Where 2019 Seniors Are Heading

By Ryan Hartley, Photography Editor

Senior year can be a stressful, busy year as most seniors in high school can attest to.

But, what comes after high school can often be scarier, yet more rewarding, than anything to occur during a teen’s high school years.

Whether attending a college or university, training in a trade school or neither, students in their final year of high school feel the intense excitement for what comes in adult life.

Some will stay home, while others will travel across the country, maybe even the world, in search of something to call their own.

Seniors Grace Wetzel and Ashton Adams are moving up in life as they graduate in the 2019 academic year.

Wetzel, a future Penn State student, is excited to attend a bigger school than her small, rural environment.

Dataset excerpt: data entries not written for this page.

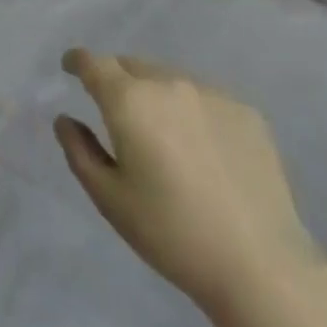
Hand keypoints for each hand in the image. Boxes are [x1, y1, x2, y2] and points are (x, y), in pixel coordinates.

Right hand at [54, 49, 321, 314]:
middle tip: (118, 116)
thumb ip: (80, 151)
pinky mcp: (245, 111)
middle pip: (131, 66)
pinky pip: (204, 98)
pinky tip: (204, 152)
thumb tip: (65, 119)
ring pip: (169, 79)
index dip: (77, 61)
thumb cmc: (172, 234)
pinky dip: (192, 112)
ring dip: (156, 95)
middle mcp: (167, 82)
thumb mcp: (111, 199)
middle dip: (117, 81)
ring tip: (164, 137)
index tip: (70, 68)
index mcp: (129, 100)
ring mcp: (211, 93)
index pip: (93, 63)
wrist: (261, 264)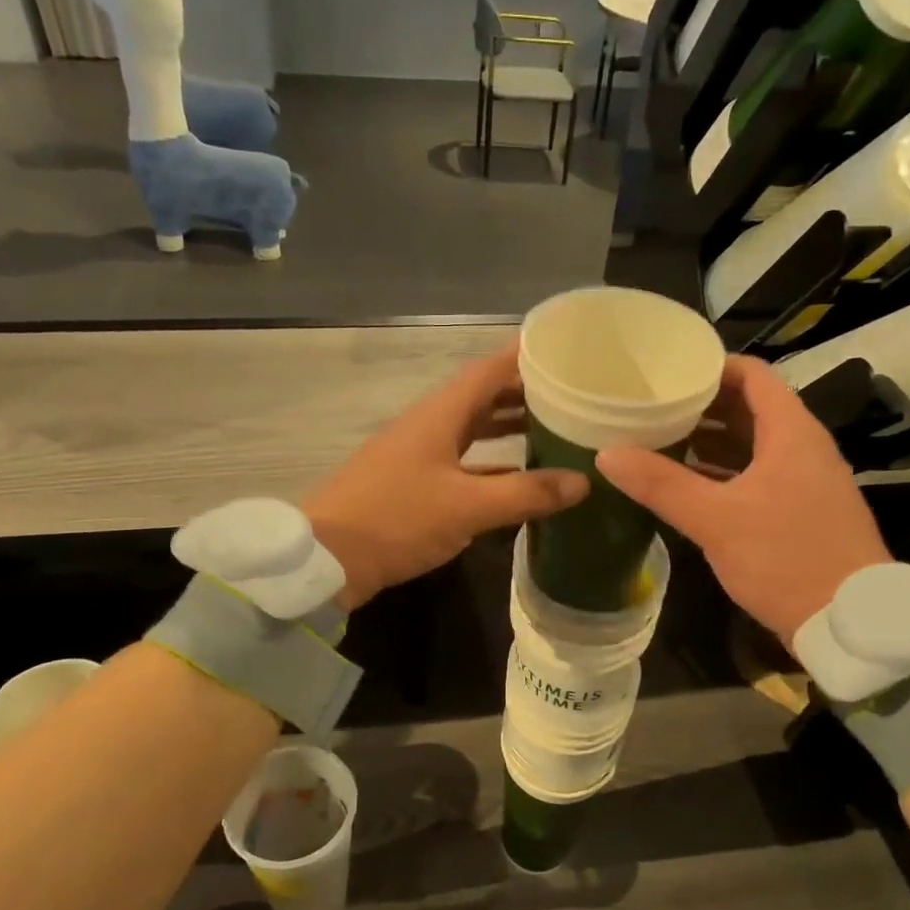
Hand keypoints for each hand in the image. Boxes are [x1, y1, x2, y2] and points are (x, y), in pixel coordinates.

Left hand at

Grace Wetzel, senior, is excited to announce her admission to Penn State. Photo by: Grace Wetzel

The abundance of diverse activities are aspects of Penn State main campus life that Wetzel is looking forward to.

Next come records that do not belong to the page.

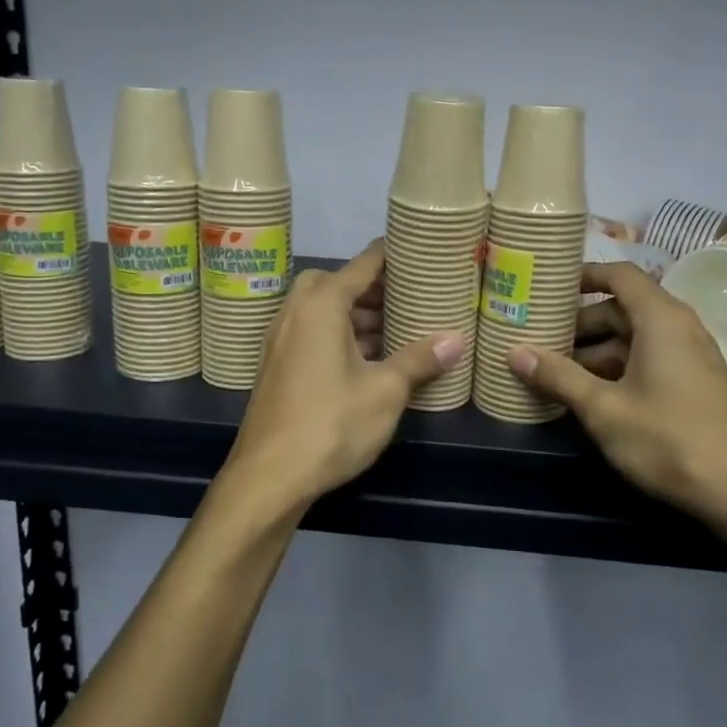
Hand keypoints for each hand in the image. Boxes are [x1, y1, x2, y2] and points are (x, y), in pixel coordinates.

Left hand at [226, 242, 466, 508]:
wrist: (269, 477)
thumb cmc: (331, 424)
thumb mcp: (385, 392)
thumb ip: (419, 360)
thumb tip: (457, 339)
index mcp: (321, 306)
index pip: (362, 264)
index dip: (391, 255)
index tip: (418, 249)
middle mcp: (295, 313)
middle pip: (335, 283)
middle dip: (370, 287)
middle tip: (405, 298)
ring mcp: (281, 341)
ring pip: (321, 311)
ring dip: (355, 314)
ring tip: (395, 329)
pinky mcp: (277, 366)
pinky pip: (311, 333)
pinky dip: (338, 334)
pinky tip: (367, 360)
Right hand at [509, 262, 726, 546]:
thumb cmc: (670, 439)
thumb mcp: (604, 409)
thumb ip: (559, 377)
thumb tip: (514, 352)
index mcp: (661, 319)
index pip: (620, 274)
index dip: (583, 276)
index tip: (548, 288)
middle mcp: (679, 328)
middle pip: (623, 308)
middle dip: (580, 323)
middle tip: (539, 338)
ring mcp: (691, 358)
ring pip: (634, 338)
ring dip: (596, 350)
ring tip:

Majoring in communication sciences and disorders, Wetzel plans on gaining a masters in pathology and audiology.

“I’ve always wanted a job where I can help people on a daily basis, so I can work at a school and take time with students to help them improve their speech through playing games and giving them a good role model to look up to,” said Wetzel.

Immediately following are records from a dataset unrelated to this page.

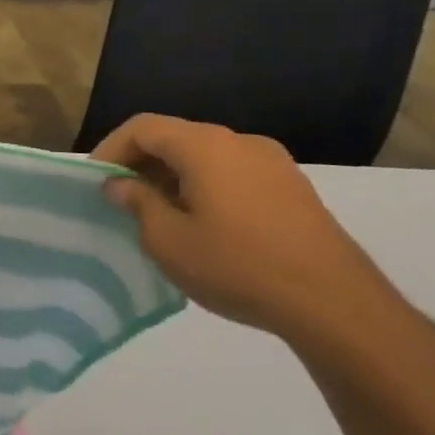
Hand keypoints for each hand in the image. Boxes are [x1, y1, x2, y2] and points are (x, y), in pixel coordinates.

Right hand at [92, 114, 407, 350]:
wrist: (337, 307)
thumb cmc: (237, 265)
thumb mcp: (167, 239)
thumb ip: (137, 202)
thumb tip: (121, 184)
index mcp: (205, 146)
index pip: (143, 127)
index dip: (110, 149)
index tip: (96, 181)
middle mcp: (241, 142)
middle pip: (175, 137)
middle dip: (141, 162)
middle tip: (120, 197)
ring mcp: (274, 165)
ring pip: (206, 156)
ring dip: (173, 176)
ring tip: (157, 213)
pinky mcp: (295, 191)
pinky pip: (234, 174)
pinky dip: (205, 186)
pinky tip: (201, 223)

The freedom of taking whatever classes she chooses also amps Wetzel up for college life, along with other freedoms like time, clubs and other activities.

Going to a small college town was never on Wetzel’s mind since her intentions were always to attend school in a city, but one never knows where they will end up and who or what will inspire them.

“Kelly Fox and my great grandma [are some of my inspirations]. Mrs. Fox has allowed me to shadow her as a speech [pathologist] and showed me a lot about the job and how the program works in college. My great grandma had always pushed me to keep learning and never settle for less than I am capable of. Each of them inspired some of my college decisions,” said Wetzel.

Adams is still deciding on her future after high school, a normal occurrence for a lot of teenagers going through this stage of life.

“I intend to study art and possibly English since I enjoy creating art and writing. I’ve always thought about writing books or poetry,” said Adams.

Ashton Adams enjoys drawing and creating her own art, seen in the sketches in her book above. Photo by: Adams via instagram @hyacintium

Certain restrictions can place students at a lower advantage than others, but that does not stop them from persisting into adult life.

Some health issues concern Adams going to school, as many schools are not progressive in their handicap accessibility.

“Yes, it [the college acquisition process] was very stressful since I’m having a hard time of deciding where to go where it won’t be too hard on my mental and physical health. I already know what exactly I want to do for the future, it is just the struggle of finding a place to go that is getting to me,” said Adams.

Schools like the Fashion Institute of Technology in New York City, New York are working towards a better future for students with health issues.

The Fashion Institute of Technology is one of the leading schools in providing handicap accessibility needs.
Photo by: @RMHScommitts2018

FIT, as many students have nicknamed it, has a program titled FIT-ABLE that allows many students with disabilities to reach the same value of education that normal students would.

“The Office of Disability Services, FIT-ABLE, ensures equal access for students with disabilities in their curricular as well as co-curricular college experience through accommodations that contribute to a holistic learning and development experience,” as written by FIT on their website.

Whether attending college straight away or years after, with determination in one’s own life, anyone can make the transition into adulthood.